A: No one is limited by age from setting this type of goal. The key is to start thinking outside of your comfort zone. The only limiting factor for many is their health. Personally, I refuse to allow my body or my health to deteriorate to the point where I cannot do the things that I do now or would like to do in the future. My motto when it comes to the nutritional aspect of staying healthy is this; “Nothing tastes as good as being healthy feels”. That makes it easy to turn down things that look and taste good, but you instinctively know are not good for your health.
Q: Would you do it again?
A: As we were coming down the mountain, I would look back up the trail and vowed “never again”. However, the old adage about “out of sight, out of pain”, or something like that, then comes into play. My son and I now talk about how we would do it differently to avoid the nausea and headaches, and cut the time by a couple of hours.

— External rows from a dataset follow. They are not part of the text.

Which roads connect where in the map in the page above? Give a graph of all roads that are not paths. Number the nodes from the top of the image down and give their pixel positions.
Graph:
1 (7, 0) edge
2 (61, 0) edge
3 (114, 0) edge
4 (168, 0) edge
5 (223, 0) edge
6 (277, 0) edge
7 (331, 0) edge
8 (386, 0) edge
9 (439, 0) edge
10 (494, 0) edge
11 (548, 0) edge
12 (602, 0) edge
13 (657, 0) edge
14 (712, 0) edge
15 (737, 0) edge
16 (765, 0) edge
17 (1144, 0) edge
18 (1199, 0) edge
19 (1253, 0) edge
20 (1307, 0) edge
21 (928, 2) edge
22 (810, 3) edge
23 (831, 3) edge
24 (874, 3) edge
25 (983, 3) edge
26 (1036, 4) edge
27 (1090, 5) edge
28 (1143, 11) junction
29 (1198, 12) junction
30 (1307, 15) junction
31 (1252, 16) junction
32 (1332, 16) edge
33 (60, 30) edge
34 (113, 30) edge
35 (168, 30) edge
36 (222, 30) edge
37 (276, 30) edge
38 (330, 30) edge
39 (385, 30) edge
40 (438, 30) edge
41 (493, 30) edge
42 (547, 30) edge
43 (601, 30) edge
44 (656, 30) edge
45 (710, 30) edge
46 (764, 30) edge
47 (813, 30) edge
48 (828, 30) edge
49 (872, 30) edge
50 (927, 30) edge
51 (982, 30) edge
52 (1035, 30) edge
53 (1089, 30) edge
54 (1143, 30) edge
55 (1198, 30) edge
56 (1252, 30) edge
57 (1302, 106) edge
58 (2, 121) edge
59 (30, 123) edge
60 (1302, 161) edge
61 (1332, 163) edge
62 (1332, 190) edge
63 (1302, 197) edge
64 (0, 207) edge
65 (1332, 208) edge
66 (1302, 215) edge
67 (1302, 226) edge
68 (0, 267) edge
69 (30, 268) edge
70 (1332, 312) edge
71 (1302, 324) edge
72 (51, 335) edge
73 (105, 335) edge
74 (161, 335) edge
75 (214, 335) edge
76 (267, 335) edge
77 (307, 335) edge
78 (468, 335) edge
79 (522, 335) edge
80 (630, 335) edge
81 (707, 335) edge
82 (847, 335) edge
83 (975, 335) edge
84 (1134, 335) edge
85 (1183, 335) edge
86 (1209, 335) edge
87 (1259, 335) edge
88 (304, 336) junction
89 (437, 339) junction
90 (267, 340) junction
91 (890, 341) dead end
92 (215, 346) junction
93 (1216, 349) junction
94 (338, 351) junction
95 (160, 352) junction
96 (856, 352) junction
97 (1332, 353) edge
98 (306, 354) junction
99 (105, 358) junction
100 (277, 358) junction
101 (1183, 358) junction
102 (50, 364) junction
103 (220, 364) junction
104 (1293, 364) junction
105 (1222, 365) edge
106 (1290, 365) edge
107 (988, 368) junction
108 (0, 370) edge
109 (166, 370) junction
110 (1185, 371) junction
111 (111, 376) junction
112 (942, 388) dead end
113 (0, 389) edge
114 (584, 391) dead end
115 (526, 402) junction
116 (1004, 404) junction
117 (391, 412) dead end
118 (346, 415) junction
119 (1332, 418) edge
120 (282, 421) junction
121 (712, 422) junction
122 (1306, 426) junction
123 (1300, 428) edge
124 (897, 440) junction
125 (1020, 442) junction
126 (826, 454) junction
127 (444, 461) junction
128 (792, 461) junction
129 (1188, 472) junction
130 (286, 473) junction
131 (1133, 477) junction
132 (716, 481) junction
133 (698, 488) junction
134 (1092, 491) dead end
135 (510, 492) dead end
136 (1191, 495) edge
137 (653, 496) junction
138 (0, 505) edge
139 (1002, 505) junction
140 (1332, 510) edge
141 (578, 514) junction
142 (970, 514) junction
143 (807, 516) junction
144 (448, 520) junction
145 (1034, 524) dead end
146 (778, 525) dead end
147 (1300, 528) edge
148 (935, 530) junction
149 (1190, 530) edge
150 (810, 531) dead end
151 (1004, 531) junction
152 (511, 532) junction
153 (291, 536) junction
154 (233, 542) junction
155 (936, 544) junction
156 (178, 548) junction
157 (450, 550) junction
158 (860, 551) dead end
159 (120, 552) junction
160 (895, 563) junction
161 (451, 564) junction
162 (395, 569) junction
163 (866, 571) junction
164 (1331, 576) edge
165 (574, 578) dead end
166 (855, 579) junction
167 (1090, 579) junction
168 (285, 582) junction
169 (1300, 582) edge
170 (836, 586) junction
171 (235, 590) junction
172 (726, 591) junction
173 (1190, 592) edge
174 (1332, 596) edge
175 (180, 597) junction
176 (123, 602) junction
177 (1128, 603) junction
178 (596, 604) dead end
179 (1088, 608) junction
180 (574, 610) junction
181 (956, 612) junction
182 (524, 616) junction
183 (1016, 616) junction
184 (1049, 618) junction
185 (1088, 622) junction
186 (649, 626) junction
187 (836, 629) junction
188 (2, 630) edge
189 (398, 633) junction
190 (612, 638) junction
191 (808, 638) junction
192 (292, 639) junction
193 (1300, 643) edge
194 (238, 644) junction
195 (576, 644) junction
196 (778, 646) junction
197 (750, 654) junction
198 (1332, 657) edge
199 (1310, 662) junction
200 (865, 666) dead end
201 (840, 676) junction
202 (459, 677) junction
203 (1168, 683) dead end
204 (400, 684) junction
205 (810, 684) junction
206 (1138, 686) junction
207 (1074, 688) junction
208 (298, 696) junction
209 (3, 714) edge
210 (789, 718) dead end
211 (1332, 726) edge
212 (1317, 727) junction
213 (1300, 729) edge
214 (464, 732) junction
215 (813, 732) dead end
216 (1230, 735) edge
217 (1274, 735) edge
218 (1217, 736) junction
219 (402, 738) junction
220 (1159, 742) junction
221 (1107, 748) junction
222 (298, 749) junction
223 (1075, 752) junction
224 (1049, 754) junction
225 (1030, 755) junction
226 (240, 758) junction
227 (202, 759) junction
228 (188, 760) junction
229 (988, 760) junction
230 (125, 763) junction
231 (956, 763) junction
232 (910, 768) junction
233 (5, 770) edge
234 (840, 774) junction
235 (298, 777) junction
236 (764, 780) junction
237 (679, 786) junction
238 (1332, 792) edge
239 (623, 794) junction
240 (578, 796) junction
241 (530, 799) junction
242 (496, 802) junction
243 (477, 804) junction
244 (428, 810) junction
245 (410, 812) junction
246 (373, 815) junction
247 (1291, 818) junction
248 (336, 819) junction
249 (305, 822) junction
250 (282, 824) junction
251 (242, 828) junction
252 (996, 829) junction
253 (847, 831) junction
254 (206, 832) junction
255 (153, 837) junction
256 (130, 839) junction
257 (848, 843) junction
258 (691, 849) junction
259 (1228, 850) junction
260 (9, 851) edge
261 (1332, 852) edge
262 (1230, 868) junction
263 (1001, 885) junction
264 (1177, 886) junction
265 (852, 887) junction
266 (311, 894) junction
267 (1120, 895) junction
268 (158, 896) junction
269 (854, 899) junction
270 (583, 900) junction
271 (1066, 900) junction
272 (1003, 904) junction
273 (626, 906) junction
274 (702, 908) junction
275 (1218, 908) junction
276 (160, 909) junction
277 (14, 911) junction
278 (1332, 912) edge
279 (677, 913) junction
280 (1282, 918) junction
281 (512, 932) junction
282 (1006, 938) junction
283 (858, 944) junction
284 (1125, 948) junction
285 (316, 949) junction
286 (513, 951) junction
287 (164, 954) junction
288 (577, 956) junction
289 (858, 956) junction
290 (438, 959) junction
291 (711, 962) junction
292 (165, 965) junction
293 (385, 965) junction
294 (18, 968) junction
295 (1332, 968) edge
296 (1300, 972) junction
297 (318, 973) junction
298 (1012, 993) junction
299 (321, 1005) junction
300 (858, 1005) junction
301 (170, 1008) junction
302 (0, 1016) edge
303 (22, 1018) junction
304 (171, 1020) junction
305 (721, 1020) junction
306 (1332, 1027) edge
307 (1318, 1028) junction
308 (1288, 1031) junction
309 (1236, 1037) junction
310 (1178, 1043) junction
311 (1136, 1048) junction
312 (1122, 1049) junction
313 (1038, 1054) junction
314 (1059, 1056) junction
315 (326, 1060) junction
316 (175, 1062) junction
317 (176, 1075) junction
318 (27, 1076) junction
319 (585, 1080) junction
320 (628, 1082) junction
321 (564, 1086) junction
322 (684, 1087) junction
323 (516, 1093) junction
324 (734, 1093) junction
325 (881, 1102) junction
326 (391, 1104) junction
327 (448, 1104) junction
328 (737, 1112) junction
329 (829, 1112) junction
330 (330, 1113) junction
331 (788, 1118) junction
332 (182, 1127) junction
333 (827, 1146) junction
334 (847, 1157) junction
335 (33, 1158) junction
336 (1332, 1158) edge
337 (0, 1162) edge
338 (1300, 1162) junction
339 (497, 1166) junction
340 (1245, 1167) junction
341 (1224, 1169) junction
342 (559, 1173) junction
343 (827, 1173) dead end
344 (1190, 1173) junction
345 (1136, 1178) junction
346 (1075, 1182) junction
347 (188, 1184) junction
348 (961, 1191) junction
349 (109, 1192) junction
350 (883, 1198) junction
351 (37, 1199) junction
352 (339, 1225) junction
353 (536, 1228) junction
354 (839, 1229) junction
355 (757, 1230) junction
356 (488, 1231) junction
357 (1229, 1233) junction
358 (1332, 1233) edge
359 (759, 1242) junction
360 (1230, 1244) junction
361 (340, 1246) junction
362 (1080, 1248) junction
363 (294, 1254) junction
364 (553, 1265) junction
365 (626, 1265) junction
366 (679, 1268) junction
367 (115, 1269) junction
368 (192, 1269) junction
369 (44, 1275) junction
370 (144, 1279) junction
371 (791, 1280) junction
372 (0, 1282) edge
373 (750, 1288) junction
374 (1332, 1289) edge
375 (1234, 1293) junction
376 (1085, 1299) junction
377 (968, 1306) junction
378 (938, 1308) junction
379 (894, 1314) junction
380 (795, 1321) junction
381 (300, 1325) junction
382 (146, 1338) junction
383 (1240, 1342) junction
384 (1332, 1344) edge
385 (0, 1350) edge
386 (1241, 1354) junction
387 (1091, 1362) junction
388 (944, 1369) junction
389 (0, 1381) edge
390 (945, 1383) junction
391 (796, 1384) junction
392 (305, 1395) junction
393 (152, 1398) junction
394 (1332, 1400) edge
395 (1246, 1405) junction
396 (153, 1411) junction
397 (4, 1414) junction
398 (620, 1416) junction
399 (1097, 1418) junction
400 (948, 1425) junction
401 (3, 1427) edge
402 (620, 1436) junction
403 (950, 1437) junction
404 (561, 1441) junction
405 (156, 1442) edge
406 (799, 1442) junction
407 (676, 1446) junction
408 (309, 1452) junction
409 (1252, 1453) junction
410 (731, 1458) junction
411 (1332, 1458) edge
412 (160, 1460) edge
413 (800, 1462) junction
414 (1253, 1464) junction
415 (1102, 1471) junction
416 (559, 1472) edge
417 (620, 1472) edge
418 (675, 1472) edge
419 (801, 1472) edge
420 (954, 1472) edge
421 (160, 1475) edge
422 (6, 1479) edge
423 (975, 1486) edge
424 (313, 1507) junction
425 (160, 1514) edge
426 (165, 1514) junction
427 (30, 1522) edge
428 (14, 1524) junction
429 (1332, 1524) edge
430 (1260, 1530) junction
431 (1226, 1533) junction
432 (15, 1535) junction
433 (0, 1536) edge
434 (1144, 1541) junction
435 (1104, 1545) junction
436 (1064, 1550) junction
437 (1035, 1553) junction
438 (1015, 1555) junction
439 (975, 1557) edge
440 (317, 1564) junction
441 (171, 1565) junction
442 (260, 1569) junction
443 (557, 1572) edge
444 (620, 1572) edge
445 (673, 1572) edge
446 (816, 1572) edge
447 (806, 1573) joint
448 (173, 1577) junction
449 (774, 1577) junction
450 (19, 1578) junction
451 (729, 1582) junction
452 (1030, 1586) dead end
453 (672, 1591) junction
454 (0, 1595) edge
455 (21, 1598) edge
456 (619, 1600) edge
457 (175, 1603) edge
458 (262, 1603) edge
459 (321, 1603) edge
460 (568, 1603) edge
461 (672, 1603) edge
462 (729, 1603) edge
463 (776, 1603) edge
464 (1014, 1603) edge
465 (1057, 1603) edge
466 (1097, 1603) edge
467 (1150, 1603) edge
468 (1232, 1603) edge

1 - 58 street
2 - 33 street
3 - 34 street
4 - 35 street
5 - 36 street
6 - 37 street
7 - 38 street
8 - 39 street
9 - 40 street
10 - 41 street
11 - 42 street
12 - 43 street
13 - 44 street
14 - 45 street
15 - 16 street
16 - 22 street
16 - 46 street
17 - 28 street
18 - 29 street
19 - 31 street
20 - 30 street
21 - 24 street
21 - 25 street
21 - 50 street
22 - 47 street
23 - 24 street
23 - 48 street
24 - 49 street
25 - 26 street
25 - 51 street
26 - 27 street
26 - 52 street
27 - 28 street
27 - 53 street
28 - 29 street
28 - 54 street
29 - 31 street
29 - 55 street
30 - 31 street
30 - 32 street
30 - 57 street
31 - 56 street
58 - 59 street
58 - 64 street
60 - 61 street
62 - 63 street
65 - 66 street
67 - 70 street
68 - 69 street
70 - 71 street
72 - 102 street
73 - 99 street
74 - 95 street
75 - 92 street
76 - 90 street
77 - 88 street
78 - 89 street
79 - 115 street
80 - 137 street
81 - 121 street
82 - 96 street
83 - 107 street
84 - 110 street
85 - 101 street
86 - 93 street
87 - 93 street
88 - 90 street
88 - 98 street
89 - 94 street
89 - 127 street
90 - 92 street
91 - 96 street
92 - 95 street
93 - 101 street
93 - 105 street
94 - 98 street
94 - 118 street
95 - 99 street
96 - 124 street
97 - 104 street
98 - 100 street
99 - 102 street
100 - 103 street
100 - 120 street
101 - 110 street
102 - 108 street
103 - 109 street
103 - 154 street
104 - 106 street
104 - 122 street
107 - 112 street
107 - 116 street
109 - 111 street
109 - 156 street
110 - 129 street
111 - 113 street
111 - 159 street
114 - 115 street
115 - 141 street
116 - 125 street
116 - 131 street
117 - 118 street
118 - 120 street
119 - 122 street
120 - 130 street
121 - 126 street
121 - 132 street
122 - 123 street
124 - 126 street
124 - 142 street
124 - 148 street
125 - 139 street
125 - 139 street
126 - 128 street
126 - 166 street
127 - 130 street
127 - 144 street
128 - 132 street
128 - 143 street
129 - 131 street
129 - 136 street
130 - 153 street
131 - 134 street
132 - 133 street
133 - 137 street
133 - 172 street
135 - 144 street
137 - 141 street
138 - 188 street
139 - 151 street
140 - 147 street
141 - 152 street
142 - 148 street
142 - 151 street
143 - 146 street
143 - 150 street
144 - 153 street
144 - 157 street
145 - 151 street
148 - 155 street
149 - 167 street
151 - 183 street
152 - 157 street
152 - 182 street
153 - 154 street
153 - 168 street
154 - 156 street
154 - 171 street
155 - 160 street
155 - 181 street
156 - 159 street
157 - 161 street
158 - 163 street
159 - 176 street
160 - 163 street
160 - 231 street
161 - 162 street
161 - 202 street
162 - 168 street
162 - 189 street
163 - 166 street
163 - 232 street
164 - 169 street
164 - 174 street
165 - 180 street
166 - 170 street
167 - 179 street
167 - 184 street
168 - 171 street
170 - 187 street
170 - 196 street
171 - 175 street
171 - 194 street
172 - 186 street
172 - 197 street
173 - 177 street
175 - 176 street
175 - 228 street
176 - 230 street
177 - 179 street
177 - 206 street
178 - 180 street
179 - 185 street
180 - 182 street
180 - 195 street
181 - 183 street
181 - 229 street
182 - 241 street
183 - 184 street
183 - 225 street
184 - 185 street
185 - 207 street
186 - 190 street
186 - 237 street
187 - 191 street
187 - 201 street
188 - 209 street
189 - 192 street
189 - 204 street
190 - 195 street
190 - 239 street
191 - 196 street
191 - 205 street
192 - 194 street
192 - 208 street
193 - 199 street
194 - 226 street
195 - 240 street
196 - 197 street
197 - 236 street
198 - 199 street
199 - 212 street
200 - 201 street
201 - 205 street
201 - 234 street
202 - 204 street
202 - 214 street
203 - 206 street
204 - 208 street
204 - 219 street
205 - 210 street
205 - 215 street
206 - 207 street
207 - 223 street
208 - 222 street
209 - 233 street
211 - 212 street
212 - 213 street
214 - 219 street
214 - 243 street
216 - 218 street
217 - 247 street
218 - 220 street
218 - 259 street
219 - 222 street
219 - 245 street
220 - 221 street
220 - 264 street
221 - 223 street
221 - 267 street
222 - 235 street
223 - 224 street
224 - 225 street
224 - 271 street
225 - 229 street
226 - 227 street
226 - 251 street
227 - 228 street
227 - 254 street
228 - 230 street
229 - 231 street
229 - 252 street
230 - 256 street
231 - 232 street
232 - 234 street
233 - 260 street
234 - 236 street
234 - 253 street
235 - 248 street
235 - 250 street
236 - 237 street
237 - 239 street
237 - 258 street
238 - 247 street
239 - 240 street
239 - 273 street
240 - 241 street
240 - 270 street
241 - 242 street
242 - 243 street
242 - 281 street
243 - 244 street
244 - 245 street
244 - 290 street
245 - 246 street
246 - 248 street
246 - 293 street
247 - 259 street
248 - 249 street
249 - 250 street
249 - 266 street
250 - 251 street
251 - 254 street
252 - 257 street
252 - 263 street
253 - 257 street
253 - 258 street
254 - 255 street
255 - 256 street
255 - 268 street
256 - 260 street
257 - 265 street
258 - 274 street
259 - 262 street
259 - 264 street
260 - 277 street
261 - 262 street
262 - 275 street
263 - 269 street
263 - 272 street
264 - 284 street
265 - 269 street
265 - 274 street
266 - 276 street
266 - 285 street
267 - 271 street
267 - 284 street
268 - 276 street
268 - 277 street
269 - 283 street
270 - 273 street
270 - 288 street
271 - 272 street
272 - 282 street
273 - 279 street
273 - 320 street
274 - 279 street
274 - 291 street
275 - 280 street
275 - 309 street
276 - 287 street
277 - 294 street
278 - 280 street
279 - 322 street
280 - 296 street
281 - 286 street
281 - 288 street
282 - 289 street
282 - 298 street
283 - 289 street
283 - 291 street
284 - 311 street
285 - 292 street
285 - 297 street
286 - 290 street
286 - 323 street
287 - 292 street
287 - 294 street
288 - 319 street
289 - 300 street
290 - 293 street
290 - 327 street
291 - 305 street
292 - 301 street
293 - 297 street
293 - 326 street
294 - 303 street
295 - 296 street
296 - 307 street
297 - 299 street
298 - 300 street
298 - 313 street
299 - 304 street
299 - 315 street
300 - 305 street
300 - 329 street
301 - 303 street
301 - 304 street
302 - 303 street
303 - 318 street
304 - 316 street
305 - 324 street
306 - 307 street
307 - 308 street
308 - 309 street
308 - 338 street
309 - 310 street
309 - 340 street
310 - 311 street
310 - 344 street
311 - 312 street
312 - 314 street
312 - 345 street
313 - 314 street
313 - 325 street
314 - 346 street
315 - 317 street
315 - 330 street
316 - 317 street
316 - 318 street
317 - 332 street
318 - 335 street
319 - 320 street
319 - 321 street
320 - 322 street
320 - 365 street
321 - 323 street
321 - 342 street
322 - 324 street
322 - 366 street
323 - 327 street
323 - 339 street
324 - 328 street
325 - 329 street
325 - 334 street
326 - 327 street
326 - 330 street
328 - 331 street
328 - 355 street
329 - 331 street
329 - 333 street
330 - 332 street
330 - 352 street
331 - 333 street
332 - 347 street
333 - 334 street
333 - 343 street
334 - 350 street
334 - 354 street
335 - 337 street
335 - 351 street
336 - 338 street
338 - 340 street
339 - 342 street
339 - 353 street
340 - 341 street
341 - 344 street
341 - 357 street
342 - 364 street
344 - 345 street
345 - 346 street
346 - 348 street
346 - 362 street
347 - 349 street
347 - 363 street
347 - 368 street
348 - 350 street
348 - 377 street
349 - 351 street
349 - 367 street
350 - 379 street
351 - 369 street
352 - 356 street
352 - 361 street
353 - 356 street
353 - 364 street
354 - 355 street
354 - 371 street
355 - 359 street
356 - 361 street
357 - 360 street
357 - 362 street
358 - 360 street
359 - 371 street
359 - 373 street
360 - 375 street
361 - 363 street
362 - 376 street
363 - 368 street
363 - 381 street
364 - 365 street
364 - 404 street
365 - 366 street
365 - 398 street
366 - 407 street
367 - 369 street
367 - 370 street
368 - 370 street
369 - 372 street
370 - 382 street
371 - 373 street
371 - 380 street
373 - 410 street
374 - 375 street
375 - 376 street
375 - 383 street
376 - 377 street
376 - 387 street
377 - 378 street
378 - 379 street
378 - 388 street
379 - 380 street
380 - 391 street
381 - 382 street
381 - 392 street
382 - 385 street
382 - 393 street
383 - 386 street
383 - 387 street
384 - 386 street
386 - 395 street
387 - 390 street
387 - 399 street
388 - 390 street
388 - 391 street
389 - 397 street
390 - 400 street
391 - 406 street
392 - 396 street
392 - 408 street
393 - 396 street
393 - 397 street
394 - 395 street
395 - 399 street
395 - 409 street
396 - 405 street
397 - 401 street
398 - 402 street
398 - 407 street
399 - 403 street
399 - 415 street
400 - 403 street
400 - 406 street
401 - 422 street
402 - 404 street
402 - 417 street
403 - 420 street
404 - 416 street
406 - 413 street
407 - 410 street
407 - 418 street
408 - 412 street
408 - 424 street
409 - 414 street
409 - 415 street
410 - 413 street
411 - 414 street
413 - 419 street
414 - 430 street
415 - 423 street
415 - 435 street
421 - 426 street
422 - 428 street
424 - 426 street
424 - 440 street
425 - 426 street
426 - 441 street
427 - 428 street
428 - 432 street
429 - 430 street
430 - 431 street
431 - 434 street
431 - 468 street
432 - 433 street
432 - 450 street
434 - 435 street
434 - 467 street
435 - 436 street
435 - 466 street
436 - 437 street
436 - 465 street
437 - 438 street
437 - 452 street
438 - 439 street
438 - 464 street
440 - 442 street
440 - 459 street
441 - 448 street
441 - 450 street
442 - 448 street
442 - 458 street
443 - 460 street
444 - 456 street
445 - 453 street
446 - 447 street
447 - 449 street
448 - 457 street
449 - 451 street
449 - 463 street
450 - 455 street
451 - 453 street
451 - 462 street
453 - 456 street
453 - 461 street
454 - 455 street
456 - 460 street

I would love to do it again. But honestly, I think that there are other challenges are out there that I would like to accomplish before hiking Mt. Whitney again – such as hike the 2,100 mile Appalachian Trail; ride a bike across the US from coast to coast; take another bike ride around Europe. In 1956, I rode a bike with 7 others for 3 weeks around Europe between my junior and senior years of high school and it has always been a desire to repeat that trip.
Q: Why would you recommend that people set a goal and do this sort of thing?
A: It is an exhilarating experience that builds your confidence to go accomplish other goals. Whether it is an fitness workout, climbing Mt. Whitney, losing weight, or whatever else you might have in mind. You must set a goal and commit in order to accomplish that goal. Once you make that commitment, it does something psychologically that forces you to do whatever is necessary to accomplish that goal.